Exercise input =>
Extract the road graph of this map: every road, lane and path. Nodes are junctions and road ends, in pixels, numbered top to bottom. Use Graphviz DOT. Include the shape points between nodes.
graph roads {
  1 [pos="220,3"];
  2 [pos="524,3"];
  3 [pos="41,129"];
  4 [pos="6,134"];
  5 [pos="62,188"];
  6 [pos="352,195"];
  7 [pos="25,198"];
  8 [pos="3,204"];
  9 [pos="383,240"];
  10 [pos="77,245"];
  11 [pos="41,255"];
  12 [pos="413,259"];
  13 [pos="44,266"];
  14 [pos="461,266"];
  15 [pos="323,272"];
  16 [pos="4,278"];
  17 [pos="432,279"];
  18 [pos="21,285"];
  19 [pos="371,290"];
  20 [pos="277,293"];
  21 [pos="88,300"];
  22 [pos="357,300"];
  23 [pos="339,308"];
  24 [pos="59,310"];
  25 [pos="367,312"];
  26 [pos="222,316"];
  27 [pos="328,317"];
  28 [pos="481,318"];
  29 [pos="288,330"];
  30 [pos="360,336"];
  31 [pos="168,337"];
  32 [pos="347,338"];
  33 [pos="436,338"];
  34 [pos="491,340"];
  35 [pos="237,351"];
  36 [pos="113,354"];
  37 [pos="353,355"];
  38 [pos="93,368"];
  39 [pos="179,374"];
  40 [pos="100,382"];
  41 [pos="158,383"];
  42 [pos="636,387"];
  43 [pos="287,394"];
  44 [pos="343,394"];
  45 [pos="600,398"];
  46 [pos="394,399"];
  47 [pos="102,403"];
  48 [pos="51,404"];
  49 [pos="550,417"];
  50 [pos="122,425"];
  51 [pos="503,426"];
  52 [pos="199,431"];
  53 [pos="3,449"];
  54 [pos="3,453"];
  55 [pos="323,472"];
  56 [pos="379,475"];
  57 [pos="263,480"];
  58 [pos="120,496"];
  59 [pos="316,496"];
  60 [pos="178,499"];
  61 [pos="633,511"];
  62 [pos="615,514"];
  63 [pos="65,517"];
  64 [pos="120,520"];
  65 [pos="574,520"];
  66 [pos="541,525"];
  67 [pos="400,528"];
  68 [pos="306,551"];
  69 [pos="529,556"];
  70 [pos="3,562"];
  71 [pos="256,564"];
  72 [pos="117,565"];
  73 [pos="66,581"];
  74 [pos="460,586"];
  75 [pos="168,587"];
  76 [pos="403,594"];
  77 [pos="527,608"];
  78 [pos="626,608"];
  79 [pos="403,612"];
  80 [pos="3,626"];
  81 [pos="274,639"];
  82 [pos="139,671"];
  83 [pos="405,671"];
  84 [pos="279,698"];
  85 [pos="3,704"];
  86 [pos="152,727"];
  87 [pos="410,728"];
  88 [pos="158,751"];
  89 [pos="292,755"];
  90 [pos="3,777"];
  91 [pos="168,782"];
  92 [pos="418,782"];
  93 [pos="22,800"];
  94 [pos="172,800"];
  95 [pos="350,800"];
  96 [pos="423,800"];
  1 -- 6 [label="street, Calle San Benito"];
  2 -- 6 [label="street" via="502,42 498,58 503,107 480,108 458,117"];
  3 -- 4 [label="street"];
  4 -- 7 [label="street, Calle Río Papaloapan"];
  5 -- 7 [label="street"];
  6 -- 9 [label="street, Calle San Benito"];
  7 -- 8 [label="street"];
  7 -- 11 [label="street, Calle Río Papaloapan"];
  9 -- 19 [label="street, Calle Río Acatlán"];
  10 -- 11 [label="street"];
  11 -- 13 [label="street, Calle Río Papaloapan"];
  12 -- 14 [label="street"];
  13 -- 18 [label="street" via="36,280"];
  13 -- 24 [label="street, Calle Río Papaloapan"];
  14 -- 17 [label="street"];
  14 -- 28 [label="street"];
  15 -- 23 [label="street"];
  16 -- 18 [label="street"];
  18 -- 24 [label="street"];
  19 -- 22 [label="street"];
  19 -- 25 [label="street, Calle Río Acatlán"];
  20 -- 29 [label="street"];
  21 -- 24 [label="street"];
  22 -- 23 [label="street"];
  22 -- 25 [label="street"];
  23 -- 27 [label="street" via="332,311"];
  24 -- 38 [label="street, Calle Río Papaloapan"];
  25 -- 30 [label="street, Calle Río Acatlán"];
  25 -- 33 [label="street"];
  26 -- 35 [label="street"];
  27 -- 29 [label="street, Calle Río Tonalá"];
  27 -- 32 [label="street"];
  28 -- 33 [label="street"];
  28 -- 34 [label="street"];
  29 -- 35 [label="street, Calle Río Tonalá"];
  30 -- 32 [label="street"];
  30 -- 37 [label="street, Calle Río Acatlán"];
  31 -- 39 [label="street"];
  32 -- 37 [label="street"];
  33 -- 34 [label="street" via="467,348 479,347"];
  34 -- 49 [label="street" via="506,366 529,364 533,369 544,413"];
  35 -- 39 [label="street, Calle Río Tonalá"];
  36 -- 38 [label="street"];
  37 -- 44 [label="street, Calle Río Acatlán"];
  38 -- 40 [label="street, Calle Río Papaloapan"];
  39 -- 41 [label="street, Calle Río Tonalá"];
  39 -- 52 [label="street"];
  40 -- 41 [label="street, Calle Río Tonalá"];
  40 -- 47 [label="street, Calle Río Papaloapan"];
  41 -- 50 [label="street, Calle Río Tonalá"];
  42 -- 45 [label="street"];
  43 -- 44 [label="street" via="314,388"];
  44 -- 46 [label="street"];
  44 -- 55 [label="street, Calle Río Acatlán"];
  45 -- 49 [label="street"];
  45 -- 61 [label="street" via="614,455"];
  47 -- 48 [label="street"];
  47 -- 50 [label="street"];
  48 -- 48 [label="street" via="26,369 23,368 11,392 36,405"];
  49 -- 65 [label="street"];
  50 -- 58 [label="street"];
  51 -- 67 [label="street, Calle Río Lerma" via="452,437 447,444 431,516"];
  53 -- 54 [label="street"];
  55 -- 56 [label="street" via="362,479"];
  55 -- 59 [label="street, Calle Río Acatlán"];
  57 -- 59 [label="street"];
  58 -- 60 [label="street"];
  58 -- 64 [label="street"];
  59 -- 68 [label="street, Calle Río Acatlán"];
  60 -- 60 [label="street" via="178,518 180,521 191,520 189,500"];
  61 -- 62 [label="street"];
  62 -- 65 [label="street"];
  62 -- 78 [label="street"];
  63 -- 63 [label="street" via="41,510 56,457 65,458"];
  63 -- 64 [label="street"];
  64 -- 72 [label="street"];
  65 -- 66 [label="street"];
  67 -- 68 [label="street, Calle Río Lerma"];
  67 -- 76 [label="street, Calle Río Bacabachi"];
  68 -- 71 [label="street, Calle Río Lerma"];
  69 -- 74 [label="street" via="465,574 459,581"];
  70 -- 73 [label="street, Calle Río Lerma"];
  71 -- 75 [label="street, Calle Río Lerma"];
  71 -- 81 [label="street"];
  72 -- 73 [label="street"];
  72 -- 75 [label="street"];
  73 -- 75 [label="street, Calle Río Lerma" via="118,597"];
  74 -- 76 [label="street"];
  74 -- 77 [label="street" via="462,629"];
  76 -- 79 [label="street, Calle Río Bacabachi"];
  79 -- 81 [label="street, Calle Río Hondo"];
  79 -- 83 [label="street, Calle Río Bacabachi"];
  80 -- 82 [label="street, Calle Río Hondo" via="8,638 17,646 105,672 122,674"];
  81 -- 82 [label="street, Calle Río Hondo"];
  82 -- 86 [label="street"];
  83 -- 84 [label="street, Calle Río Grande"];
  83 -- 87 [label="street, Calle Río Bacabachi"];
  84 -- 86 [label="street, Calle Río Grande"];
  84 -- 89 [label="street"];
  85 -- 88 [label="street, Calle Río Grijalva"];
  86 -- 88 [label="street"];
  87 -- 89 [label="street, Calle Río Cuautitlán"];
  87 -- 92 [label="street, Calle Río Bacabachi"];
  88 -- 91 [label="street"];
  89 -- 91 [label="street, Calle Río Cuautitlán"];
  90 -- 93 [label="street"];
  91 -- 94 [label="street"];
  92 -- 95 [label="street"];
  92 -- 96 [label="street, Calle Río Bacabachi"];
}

Exercise brief =>
Copy out the lines above that hold the string "Tonalá".

Result for this exercise =>
  27 -- 29 [label="street, Calle Río Tonalá"];
  29 -- 35 [label="street, Calle Río Tonalá"];
  35 -- 39 [label="street, Calle Río Tonalá"];
  39 -- 41 [label="street, Calle Río Tonalá"];
  40 -- 41 [label="street, Calle Río Tonalá"];
  41 -- 50 [label="street, Calle Río Tonalá"];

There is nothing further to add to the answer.